Mes associés et moi-même, comme, je pense, l’ensemble des cardiologues, ont reçu votre courrier à propos des bénéficiaires de la CMU. Vous écrivez que le taux de refus de prise en charge par les spécialistes serait de 41 %. C’est la troisième fois que l’on nous assène ce chiffre fantaisiste : une première fois lors de la publication du rapport Chadelat en 2006, une seconde à l’occasion de la circulaire du 30 juin 2008 de la Caisse Nationale, et une troisième fois dans votre lettre. Croyez-vous sincèrement que 41 % des spécialistes relevant de votre caisse refusent de soigner les bénéficiaires de la CMU ?
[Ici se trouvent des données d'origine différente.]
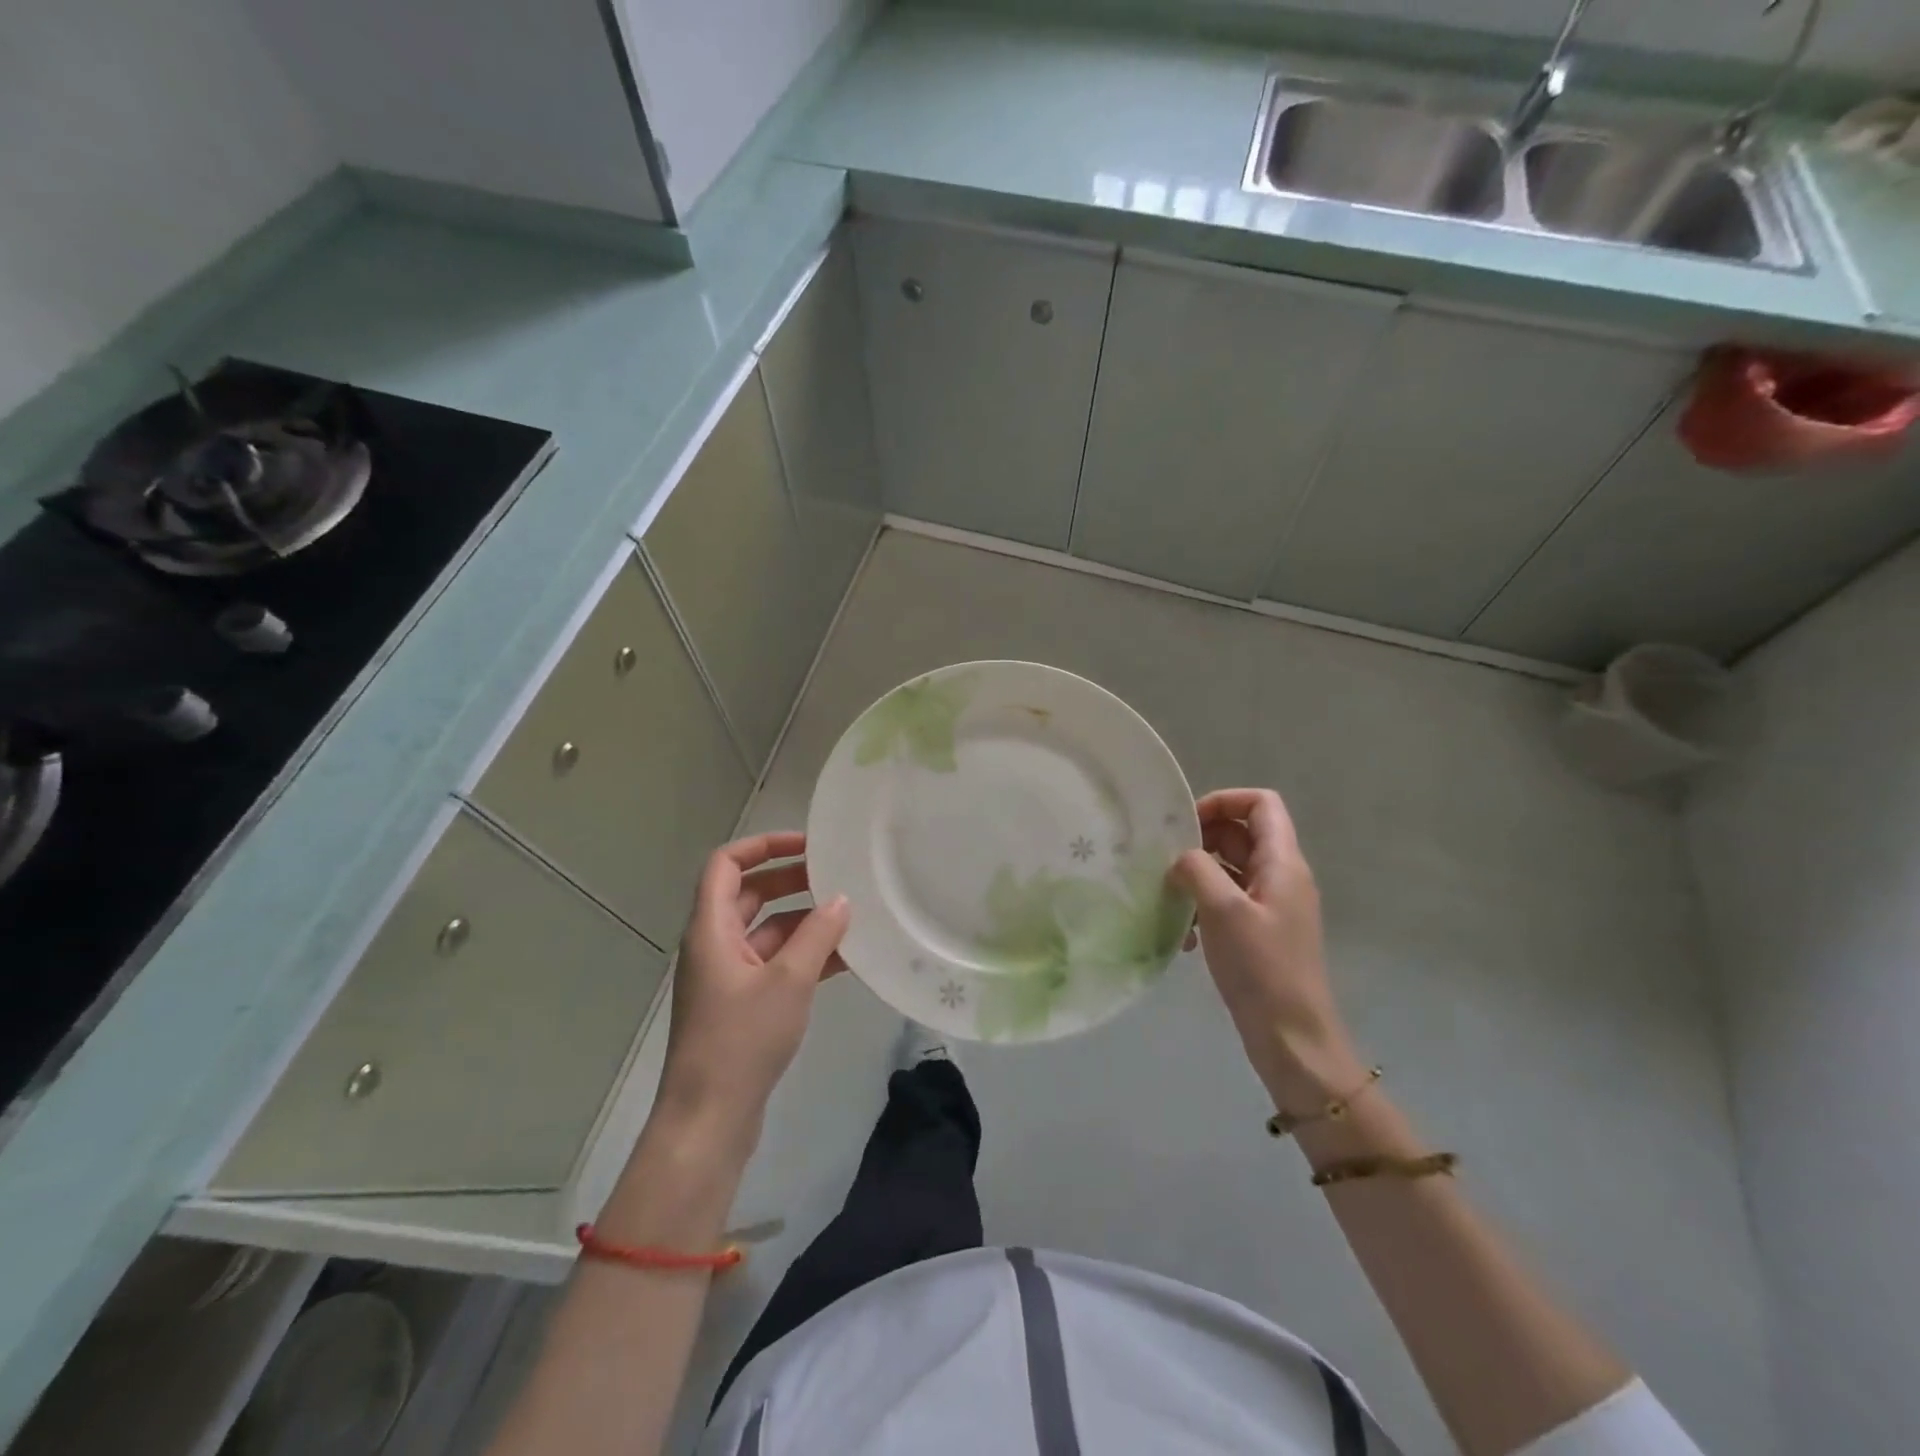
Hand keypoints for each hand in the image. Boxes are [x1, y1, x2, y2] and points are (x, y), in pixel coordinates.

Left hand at [656, 832, 849, 1146]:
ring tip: (850, 917)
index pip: (727, 864)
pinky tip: (845, 960)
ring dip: (804, 922)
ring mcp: (727, 977)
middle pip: (750, 895)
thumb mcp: (788, 981)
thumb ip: (817, 935)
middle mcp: (714, 945)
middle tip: (837, 877)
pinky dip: (804, 957)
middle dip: (792, 881)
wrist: (709, 1121)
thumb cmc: (741, 1040)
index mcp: (710, 929)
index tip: (808, 845)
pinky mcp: (741, 1005)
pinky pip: (774, 965)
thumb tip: (841, 901)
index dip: (764, 845)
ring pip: (767, 932)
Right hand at [1169, 789, 1364, 1113]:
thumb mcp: (1223, 911)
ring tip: (1169, 898)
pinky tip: (1183, 937)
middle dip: (1200, 840)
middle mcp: (1280, 876)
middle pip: (1240, 833)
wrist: (1292, 1038)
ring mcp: (1270, 905)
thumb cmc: (1261, 968)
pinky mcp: (1259, 932)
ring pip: (1229, 868)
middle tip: (1165, 860)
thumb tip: (1181, 857)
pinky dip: (1202, 907)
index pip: (1261, 803)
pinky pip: (1227, 901)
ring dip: (1196, 876)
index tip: (1186, 822)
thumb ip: (1197, 869)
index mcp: (1282, 863)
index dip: (1223, 801)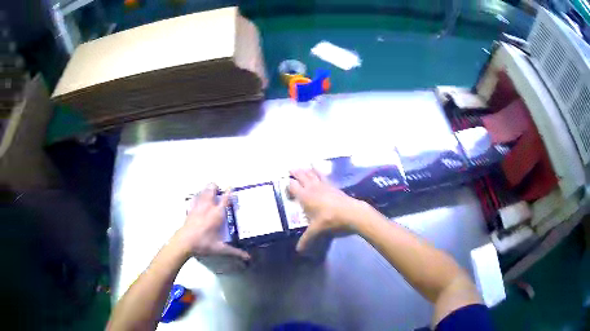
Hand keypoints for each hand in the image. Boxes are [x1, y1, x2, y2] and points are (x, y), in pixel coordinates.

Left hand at [172, 183, 249, 259]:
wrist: (184, 242)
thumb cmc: (203, 244)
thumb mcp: (220, 249)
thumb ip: (235, 252)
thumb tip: (248, 257)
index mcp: (217, 214)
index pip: (225, 198)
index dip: (229, 191)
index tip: (232, 188)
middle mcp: (208, 206)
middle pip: (211, 188)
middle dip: (216, 187)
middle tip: (220, 194)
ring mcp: (198, 205)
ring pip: (203, 190)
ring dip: (208, 190)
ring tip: (212, 196)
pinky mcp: (190, 208)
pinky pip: (195, 197)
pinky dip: (199, 196)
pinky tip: (200, 202)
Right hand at [288, 169, 369, 251]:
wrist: (351, 213)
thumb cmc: (330, 220)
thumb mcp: (316, 230)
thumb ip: (306, 239)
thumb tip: (298, 250)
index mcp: (305, 197)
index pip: (293, 186)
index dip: (288, 184)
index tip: (285, 183)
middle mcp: (312, 188)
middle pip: (302, 176)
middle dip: (296, 172)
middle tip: (291, 168)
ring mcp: (323, 185)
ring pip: (312, 174)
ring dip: (307, 170)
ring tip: (303, 166)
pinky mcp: (333, 186)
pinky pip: (323, 176)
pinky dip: (319, 171)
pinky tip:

J’ai appris que ce type de courrier serait envoyé aux médecins qui, d’après les statistiques des caisses, ne feraient pas suffisamment d’actes pour les bénéficiaires de la CMU. Pourtant, si j’en crois les TSAP établis par vos services, mon cabinet est régulièrement dans la moyenne régionale, et même souvent un peu au-dessus. Nos chiffres seraient d’ailleurs un peu plus élevés si tous les rendez-vous que nous donnons étaient honorés par les intéressés. En fait, les bénéficiaires de la CMU sont en général plutôt jeunes, et les clients des cardiologues plutôt âgés. C’est ainsi et nous n’y pouvons rien.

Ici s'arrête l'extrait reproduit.